Stored data —
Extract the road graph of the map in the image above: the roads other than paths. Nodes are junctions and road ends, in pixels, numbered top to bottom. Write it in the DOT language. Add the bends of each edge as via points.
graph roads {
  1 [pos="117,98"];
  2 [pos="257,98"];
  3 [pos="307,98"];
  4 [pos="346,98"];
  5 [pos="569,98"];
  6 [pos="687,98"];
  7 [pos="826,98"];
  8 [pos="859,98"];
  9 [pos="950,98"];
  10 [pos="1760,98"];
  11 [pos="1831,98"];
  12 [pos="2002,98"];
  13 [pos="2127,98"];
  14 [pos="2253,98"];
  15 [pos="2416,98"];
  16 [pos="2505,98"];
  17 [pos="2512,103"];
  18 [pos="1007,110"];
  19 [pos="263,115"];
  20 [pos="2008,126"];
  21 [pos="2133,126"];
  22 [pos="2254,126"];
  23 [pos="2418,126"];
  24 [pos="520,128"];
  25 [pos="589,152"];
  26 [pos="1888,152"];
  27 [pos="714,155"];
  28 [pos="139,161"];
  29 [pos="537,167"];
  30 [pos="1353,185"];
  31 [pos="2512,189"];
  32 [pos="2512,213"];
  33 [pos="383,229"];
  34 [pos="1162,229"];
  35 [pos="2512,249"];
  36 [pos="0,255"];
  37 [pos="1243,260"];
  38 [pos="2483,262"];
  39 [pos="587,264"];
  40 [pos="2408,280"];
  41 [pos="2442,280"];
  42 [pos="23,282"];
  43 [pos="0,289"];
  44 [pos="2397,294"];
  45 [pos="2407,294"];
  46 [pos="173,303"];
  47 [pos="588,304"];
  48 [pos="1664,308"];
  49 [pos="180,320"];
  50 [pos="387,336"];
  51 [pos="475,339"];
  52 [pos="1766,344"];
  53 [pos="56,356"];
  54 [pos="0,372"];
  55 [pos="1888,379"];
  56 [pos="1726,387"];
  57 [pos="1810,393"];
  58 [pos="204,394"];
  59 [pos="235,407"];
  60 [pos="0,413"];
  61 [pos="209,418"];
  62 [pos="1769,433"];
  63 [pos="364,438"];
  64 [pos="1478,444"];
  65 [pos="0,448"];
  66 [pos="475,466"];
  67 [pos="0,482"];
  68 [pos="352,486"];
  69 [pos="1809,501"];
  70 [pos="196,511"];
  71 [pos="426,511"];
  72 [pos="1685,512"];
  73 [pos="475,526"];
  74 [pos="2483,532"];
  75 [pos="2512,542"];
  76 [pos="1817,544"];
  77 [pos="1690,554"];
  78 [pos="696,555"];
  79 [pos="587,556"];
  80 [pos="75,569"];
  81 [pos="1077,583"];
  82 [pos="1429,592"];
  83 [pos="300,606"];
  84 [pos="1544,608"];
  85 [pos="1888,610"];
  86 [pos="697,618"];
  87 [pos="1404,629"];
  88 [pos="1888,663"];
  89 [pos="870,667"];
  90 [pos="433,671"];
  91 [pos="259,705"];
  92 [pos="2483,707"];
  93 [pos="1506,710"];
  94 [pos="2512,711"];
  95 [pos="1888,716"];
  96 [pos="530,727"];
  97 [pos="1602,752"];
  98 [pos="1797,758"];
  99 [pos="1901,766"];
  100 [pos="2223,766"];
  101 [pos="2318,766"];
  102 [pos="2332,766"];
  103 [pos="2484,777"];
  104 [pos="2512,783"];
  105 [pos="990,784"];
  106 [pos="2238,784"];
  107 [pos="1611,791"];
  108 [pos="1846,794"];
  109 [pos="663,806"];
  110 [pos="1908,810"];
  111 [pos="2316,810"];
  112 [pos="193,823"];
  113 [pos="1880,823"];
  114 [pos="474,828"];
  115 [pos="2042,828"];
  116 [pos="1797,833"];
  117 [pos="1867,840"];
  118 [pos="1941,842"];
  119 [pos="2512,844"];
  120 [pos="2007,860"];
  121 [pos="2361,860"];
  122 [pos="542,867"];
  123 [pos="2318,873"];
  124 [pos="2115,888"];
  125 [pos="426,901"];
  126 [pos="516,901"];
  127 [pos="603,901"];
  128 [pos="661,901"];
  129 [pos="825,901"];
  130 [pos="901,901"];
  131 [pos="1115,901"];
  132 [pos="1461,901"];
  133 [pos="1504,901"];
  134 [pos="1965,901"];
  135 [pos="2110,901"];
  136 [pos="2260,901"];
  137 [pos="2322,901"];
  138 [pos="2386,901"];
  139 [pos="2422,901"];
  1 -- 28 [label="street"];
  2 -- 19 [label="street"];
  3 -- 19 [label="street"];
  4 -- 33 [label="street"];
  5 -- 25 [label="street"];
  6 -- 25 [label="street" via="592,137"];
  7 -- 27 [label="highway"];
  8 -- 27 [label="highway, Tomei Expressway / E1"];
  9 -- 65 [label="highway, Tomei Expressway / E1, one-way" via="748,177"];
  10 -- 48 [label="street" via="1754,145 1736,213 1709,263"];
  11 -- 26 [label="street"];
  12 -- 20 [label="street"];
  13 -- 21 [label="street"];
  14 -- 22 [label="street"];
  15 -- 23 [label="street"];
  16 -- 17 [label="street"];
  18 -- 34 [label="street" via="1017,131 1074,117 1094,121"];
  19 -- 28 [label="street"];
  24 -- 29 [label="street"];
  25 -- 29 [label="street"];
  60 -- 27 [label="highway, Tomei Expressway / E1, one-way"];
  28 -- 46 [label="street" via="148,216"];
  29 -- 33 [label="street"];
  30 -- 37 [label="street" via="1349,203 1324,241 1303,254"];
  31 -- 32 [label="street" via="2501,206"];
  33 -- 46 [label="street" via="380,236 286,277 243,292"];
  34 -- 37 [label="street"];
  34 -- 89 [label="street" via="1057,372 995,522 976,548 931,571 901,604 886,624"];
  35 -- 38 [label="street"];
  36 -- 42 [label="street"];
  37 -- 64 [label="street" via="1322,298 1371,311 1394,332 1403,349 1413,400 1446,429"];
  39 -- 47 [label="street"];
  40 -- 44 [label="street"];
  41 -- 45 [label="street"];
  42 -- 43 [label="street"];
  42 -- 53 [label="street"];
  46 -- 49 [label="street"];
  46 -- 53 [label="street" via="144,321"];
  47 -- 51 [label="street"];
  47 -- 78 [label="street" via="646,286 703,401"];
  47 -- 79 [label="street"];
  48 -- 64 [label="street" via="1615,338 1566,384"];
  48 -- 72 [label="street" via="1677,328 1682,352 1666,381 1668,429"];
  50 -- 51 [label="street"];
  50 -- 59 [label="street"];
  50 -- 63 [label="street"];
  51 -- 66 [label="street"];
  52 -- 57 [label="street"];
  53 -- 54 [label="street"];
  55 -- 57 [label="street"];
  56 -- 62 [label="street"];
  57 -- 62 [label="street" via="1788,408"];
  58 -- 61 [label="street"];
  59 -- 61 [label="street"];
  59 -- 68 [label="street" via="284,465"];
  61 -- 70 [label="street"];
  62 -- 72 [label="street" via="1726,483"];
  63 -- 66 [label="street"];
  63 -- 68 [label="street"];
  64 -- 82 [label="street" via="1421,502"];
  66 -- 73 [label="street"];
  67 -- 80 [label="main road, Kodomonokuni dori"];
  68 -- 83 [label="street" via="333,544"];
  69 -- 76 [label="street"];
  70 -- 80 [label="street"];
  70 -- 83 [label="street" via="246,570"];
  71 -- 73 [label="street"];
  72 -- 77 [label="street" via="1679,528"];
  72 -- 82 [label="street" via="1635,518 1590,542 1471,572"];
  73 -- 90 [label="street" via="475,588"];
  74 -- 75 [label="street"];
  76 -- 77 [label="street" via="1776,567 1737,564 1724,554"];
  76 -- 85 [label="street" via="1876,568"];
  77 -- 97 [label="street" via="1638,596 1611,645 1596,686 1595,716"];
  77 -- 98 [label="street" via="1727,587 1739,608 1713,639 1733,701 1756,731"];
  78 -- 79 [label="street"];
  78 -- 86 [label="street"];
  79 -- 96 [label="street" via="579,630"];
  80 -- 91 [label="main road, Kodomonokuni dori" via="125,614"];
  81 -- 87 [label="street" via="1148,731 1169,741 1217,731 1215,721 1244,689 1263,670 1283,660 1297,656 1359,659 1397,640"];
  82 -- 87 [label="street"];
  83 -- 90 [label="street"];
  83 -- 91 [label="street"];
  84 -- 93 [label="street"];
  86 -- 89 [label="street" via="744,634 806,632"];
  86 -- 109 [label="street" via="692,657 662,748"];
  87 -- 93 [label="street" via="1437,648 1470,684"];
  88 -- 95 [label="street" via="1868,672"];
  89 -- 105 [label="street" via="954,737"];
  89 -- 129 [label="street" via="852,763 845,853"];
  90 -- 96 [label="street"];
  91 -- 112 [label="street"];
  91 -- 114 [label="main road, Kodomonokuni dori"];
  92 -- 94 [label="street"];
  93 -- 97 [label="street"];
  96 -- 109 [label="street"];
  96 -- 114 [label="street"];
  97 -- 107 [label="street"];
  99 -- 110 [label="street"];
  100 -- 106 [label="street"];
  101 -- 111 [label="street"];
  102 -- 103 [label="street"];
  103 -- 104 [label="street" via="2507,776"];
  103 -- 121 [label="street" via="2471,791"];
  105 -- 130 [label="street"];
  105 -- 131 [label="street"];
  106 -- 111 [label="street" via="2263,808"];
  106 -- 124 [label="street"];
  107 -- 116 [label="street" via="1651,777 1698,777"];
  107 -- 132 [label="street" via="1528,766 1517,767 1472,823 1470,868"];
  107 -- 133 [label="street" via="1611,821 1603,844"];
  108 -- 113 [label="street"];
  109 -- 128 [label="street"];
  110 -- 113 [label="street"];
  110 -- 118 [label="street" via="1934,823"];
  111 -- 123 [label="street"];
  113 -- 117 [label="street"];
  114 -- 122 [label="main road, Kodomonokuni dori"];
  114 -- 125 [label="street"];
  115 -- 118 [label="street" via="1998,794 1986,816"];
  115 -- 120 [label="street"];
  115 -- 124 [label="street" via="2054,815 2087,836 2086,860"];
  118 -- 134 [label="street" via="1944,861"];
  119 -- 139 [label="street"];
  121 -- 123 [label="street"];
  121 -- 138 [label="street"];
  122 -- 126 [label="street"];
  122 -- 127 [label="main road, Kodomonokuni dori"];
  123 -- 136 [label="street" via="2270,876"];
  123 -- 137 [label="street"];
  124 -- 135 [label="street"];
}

Your goal — Search the records for the word "Kodomonokuni", then list every line that has it.

Answer box —
  67 -- 80 [label="main road, Kodomonokuni dori"];
  80 -- 91 [label="main road, Kodomonokuni dori" via="125,614"];
  91 -- 114 [label="main road, Kodomonokuni dori"];
  114 -- 122 [label="main road, Kodomonokuni dori"];
  122 -- 127 [label="main road, Kodomonokuni dori"];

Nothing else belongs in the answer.